"Consider Pandora and Spotify, the streaming music services that are becoming ever more integrated into our daily listening habits. My BMI royalty check arrived recently, reporting songwriting earnings from the first quarter of 2012, and I was glad to see that our music is being listened to via these services. Galaxie 500's "Tugboat", for example, was played 7,800 times on Pandora that quarter, for which its three songwriters were paid a collective total of 21 cents, or seven cents each. Spotify pays better: For the 5,960 times "Tugboat" was played there, Galaxie 500's songwriters went collectively into triple digits: $1.05 (35 cents each).
To put this into perspective: Since we own our own recordings, by my calculation it would take songwriting royalties for roughly 312,000 plays on Pandora to earn us the profit of one-- one-- LP sale. (On Spotify, one LP is equivalent to 47,680 plays.)"

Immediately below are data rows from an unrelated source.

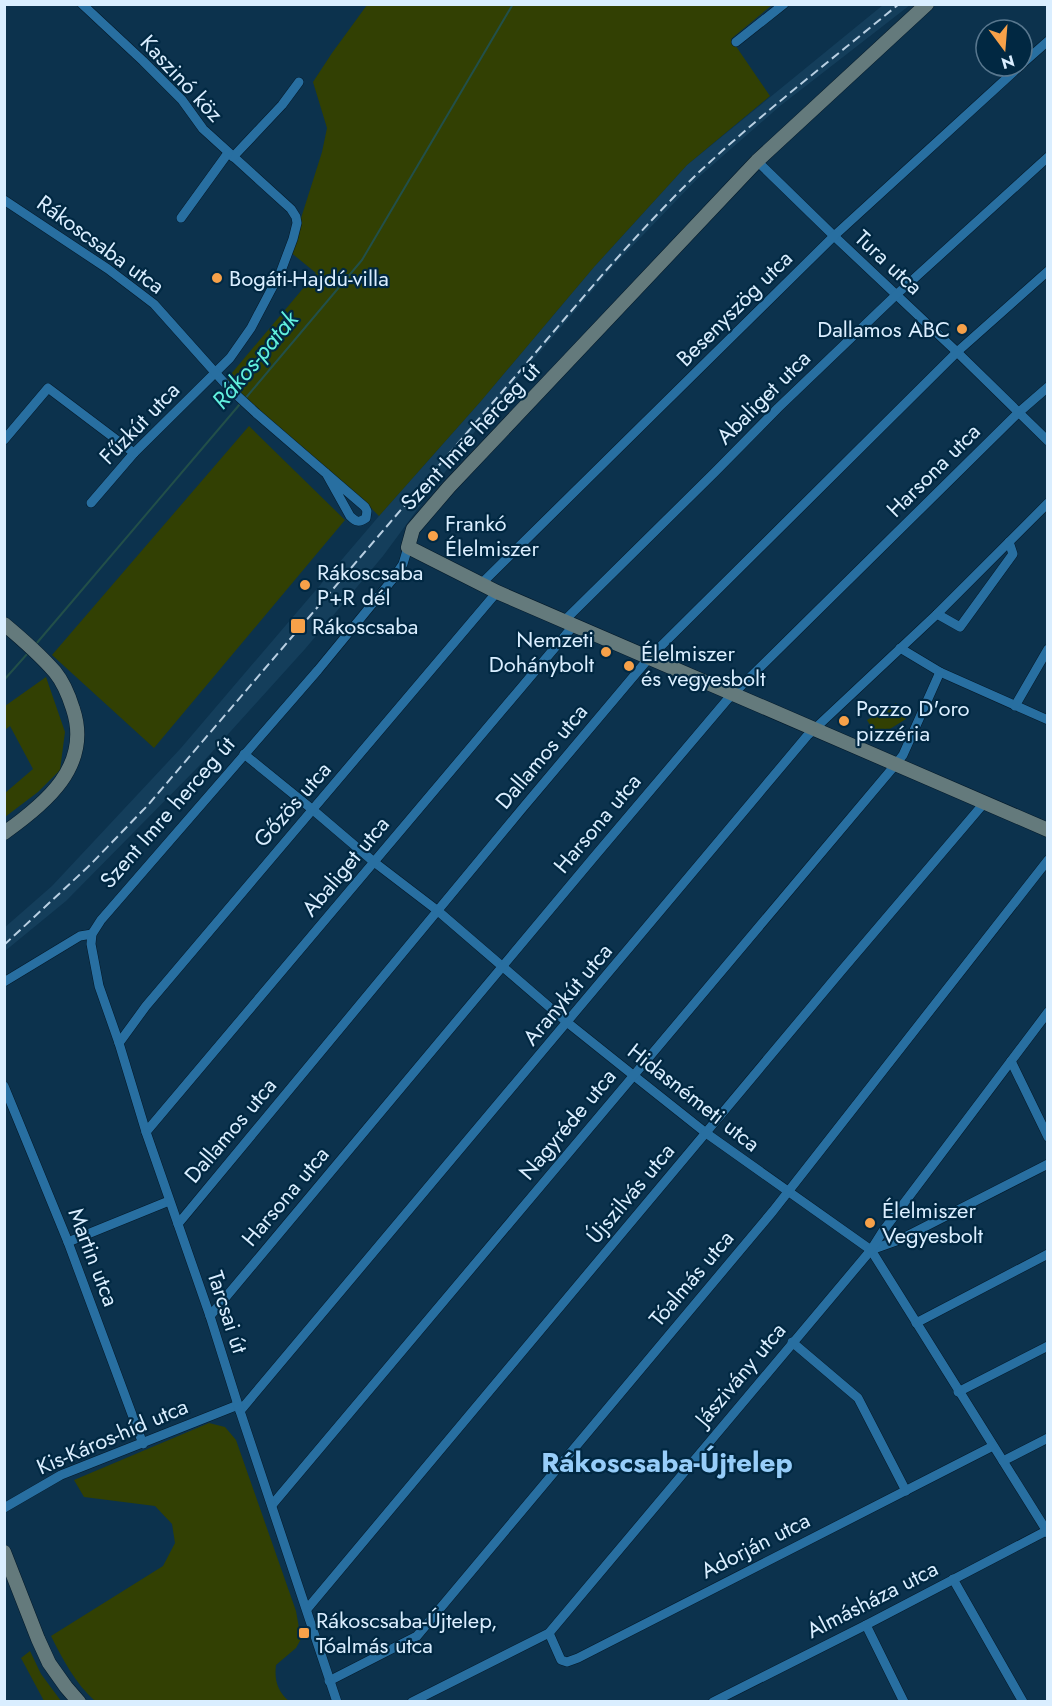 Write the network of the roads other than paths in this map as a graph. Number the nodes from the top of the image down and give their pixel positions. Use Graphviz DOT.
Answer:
graph roads {
  1 [pos="81,4"];
  2 [pos="784,4"];
  3 [pos="927,4"];
  4 [pos="1047,41"];
  5 [pos="736,42"];
  6 [pos="1034,53"];
  7 [pos="1007,78"];
  8 [pos="299,82"];
  9 [pos="230,155"];
  10 [pos="1047,158"];
  11 [pos="757,161"];
  12 [pos="4,200"];
  13 [pos="182,218"];
  14 [pos="834,236"];
  15 [pos="1047,271"];
  16 [pos="896,295"];
  17 [pos="957,352"];
  18 [pos="216,372"];
  19 [pos="1047,387"];
  20 [pos="1018,412"];
  21 [pos="4,440"];
  22 [pos="1047,441"];
  23 [pos="134,453"];
  24 [pos="326,473"];
  25 [pos="92,503"];
  26 [pos="1047,503"];
  27 [pos="1009,542"];
  28 [pos="408,547"];
  29 [pos="481,584"];
  30 [pos="497,592"];
  31 [pos="937,614"];
  32 [pos="569,623"];
  33 [pos="4,624"];
  34 [pos="900,648"];
  35 [pos="1047,649"];
  36 [pos="649,658"];
  37 [pos="940,672"];
  38 [pos="732,694"];
  39 [pos="1015,706"];
  40 [pos="1047,720"];
  41 [pos="814,729"];
  42 [pos="244,754"];
  43 [pos="896,764"];
  44 [pos="985,802"];
  45 [pos="313,810"];
  46 [pos="1047,830"];
  47 [pos="4,833"];
  48 [pos="1047,860"];
  49 [pos="374,862"];
  50 [pos="438,911"];
  51 [pos="92,934"];
  52 [pos="503,967"];
  53 [pos="4,982"];
  54 [pos="1047,1012"];
  55 [pos="568,1023"];
  56 [pos="119,1043"];
  57 [pos="1011,1061"];
  58 [pos="633,1075"];
  59 [pos="4,1086"];
  60 [pos="146,1132"];
  61 [pos="706,1133"];
  62 [pos="1047,1137"];
  63 [pos="1047,1164"];
  64 [pos="788,1192"];
  65 [pos="169,1201"];
  66 [pos="178,1224"];
  67 [pos="68,1242"];
  68 [pos="871,1250"];
  69 [pos="1047,1254"];
  70 [pos="210,1316"];
  71 [pos="916,1323"];
  72 [pos="792,1342"];
  73 [pos="1047,1346"];
  74 [pos="958,1392"];
  75 [pos="239,1408"];
  76 [pos="1047,1438"];
  77 [pos="143,1444"];
  78 [pos="993,1446"];
  79 [pos="1003,1461"];
  80 [pos="906,1491"];
  81 [pos="272,1505"];
  82 [pos="4,1508"];
  83 [pos="1047,1531"];
  84 [pos="4,1552"];
  85 [pos="953,1579"];
  86 [pos="307,1609"];
  87 [pos="866,1625"];
  88 [pos="549,1633"];
  89 [pos="329,1681"];
  90 [pos="79,1701"];
  91 [pos="337,1701"];
  92 [pos="412,1701"];
  93 [pos="713,1701"];
  94 [pos="904,1701"];
  95 [pos="1023,1701"];
  1 -- 9 [label="street, Kaszinó köz"];
  2 -- 5 [label="street"];
  3 -- 11 [label="street, Szent Imre herceg út"];
  4 -- 6 [label="street, Besenyszög utca"];
  7 -- 14 [label="street, Besenyszög utca"];
  8 -- 9 [label="street"];
  9 -- 13 [label="street, Kaszinó köz"];
  9 -- 18 [label="street, Kaszinó köz"];
  10 -- 16 [label="street, Abaliget utca"];
  11 -- 14 [label="street, Tura utca"];
  11 -- 28 [label="street, Szent Imre herceg út"];
  12 -- 18 [label="street, Rákoscsaba utca"];
  14 -- 16 [label="street, Tura utca"];
  14 -- 29 [label="street, Besenyszög utca"];
  15 -- 17 [label="street, Dallamos utca"];
  16 -- 17 [label="street, Tura utca"];
  16 -- 32 [label="street, Abaliget utca"];
  17 -- 20 [label="street, Tura utca"];
  17 -- 36 [label="street, Dallamos utca"];
  18 -- 23 [label="street, Fűzkút utca"];
  18 -- 24 [label="street, Rákoscsaba utca"];
  19 -- 20 [label="street, Harsona utca"];
  20 -- 22 [label="street, Tura utca"];
  20 -- 38 [label="street, Harsona utca"];
  21 -- 23 [label="street"];
  23 -- 25 [label="street, Fűzkút utca"];
  24 -- 24 [label="street, Rákoscsaba utca"];
  26 -- 27 [label="street, Aranykút utca"];
  27 -- 31 [label="street, Aranykút utca"];
  27 -- 31 [label="street"];
  28 -- 29 [label="street"];
  28 -- 42 [label="street, Szent Imre herceg út"];
  29 -- 30 [label="street"];
  30 -- 32 [label="street"];
  30 -- 45 [label="street, Gőzös utca"];
  31 -- 34 [label="street, Aranykút utca"];
  32 -- 36 [label="street"];
  32 -- 49 [label="street, Abaliget utca"];
  33 -- 47 [label="street"];
  34 -- 37 [label="street"];
  34 -- 41 [label="street, Aranykút utca"];
  35 -- 39 [label="street"];
  36 -- 38 [label="street"];
  36 -- 50 [label="street, Dallamos utca"];
  37 -- 39 [label="street"];
  37 -- 43 [label="street, Nagyréde utca"];
  38 -- 41 [label="street"];
  38 -- 52 [label="street, Harsona utca"];
  39 -- 40 [label="street"];
  41 -- 43 [label="street"];
  41 -- 55 [label="street, Aranykút utca"];
  42 -- 45 [label="street, Hidasnémeti utca"];
  42 -- 51 [label="street, Szent Imre herceg út"];
  43 -- 44 [label="street"];
  43 -- 58 [label="street, Nagyréde utca"];
  44 -- 46 [label="street"];
  44 -- 61 [label="street, Újszilvás utca"];
  45 -- 49 [label="street, Hidasnémeti utca"];
  45 -- 56 [label="street, Gőzös utca"];
  48 -- 64 [label="street, Tóalmás utca"];
  49 -- 50 [label="street, Hidasnémeti utca"];
  49 -- 60 [label="street, Abaliget utca"];
  50 -- 52 [label="street, Hidasnémeti utca"];
  50 -- 66 [label="street, Dallamos utca"];
  51 -- 53 [label="street"];
  51 -- 56 [label="street, Tarcsai út"];
  52 -- 55 [label="street, Hidasnémeti utca"];
  52 -- 70 [label="street, Harsona utca"];
  54 -- 57 [label="street, Jászivány utca"];
  55 -- 58 [label="street, Hidasnémeti utca"];
  55 -- 75 [label="street, Aranykút utca"];
  56 -- 60 [label="street, Tarcsai út"];
  57 -- 62 [label="street"];
  57 -- 68 [label="street, Jászivány utca"];
  58 -- 61 [label="street, Hidasnémeti utca"];
  58 -- 81 [label="street, Nagyréde utca"];
  59 -- 67 [label="street, Martin utca"];
  60 -- 65 [label="street, Tarcsai út"];
  61 -- 64 [label="street, Hidasnémeti utca"];
  61 -- 86 [label="street, Újszilvás utca"];
  63 -- 68 [label="street"];
  64 -- 68 [label="street, Hidasnémeti utca"];
  64 -- 89 [label="street, Tóalmás utca"];
  65 -- 66 [label="street, Tarcsai út"];
  65 -- 67 [label="street"];
  66 -- 70 [label="street, Tarcsai út"];
  67 -- 77 [label="street, Martin utca"];
  68 -- 71 [label="street, Hidasnémeti utca"];
  68 -- 72 [label="street, Jászivány utca"];
  69 -- 71 [label="street"];
  70 -- 75 [label="street, Tarcsai út"];
  71 -- 74 [label="street, Hidasnémeti utca"];
  72 -- 80 [label="street"];
  72 -- 88 [label="street, Jászivány utca"];
  73 -- 74 [label="street"];
  74 -- 78 [label="street, Hidasnémeti utca"];
  75 -- 77 [label="street, Kis-Káros-híd utca"];
  75 -- 81 [label="street, Tarcsai út"];
  76 -- 79 [label="street"];
  77 -- 82 [label="street, Kis-Káros-híd utca"];
  78 -- 79 [label="street, Hidasnémeti utca"];
  78 -- 80 [label="street, Adorján utca"];
  79 -- 83 [label="street, Hidasnémeti utca"];
  80 -- 88 [label="street, Adorján utca"];
  81 -- 86 [label="street, Tarcsai út"];
  83 -- 85 [label="street, Almásháza utca"];
  84 -- 90 [label="street"];
  85 -- 87 [label="street, Almásháza utca"];
  85 -- 95 [label="street"];
  86 -- 89 [label="street, Tarcsai út"];
  87 -- 93 [label="street, Almásháza utca"];
  87 -- 94 [label="street"];
  88 -- 92 [label="street, Jászivány utca"];
  89 -- 91 [label="street, Tarcsai út"];
}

Interesting. If you compare this with the data mentioned in a New York Times article about the revenues of streaming music in the US, this means that a maximum of about 3.5% of the royalties paid to the music company (BMI) goes to the songwriter. The article in NYT mentions an estimate of 0.5 to 0.7 cents per play. This post talks about 0.0176 cents per play (I assume both are in US Dollars).
ReplyDeleteWould be interesting to know what happens to the 96.5% of these royalties paid to the record company?